After a median follow-up of 19 months, 1- and 3-year overall survival (OS) rates were identical at 71.4%, as all nine deaths occurred in the first year after HCT.
One of 14 patients in the first chronic phase and two of eight in the second chronic or accelerated phase died post-transplantation, giving Kaplan–Meier estimates for OS of 92.9% and 85.7%, respectively. By contrast, all six patients who received transplantation in blast phase died shortly after transplantation, either due to relapse or complications.
In all, 29.6% of the study cohort experienced post-HCT relapse, with relapse rates of 21.4%, 12.5% and 50.0% for patients in the first chronic, second chronic or accelerated, and blast phases, respectively.
Veno-occlusive disease (VOD) occurred in 25.0% of the overall cohort, in 13.6% of patients in the first chronic, second chronic or accelerated phase, and in 66.7% of those in blast phase. Two blast-phase patients died as a result of VOD, one of whom also experienced multiorgan failure. The remaining five patients – of whom two were in blast phase – had mild or moderate VOD, which resolved after treatment, the investigators report.
Acute graft versus host disease (GvHD) was observed in 25.9% of 27 patients, of whom 14.9% had grade III or IV disease. The incidence rate by CML phase was 7.1% for patients in the first chronic phase, 37.5% for those in the second chronic or accelerated phase and 50.0% for blast-phase patients.
And chronic GvHD developed in 42.9% of 21 patients with more than 100 days of follow-up.
Non-relapse mortality rates, which included deaths attributable to VOD and GvHD-related complications, were 7.1%, 12.5% and 50.0%, for patients in the first chronic, second chronic or accelerated, and blast phases, respectively.
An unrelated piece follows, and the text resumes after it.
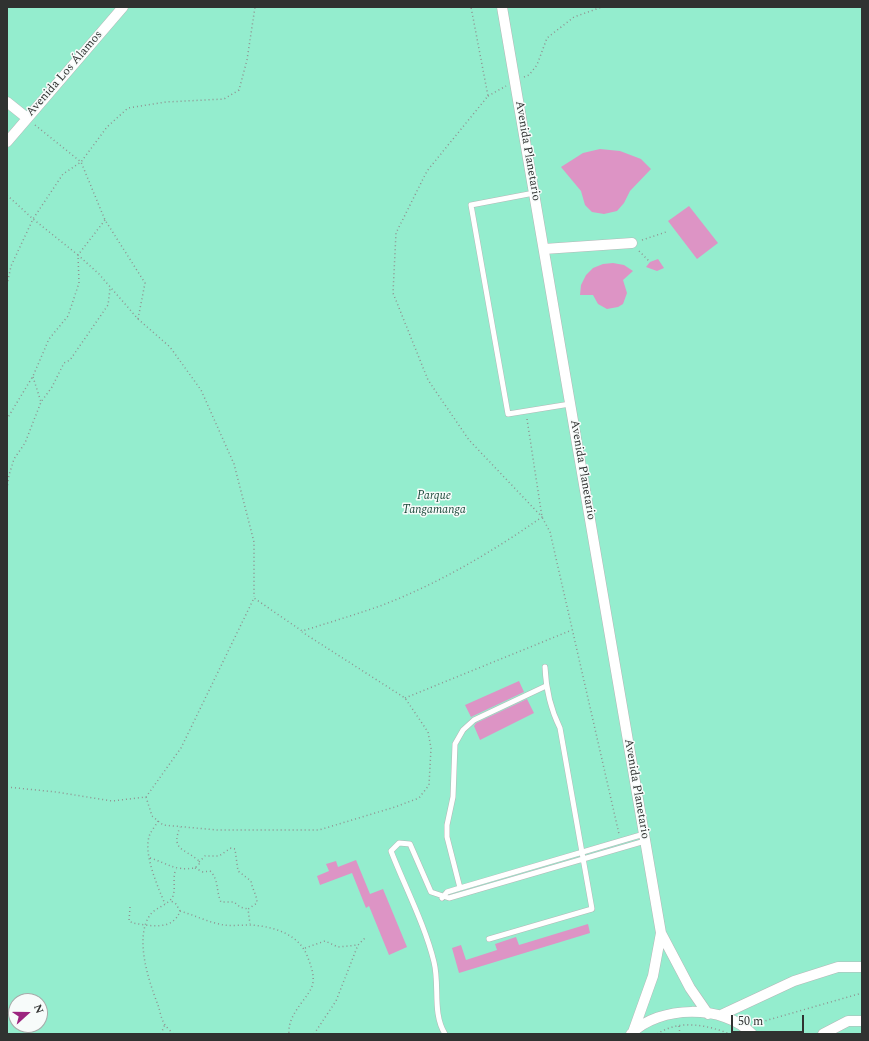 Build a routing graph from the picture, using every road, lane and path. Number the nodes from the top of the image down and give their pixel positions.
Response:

The team led by Agnieszka Piekarska (Medical University of Gdansk) emphasises that HCT is a “safe and reasonable approach” for second-generation TKI-treated patients with chronic- or accelerated-phase CML.
“Nonetheless, further studies are warranted to assess the individual influence of nilotinib and dasatinib on the transplant-related toxicity and the outcome of HCT”, say the authors.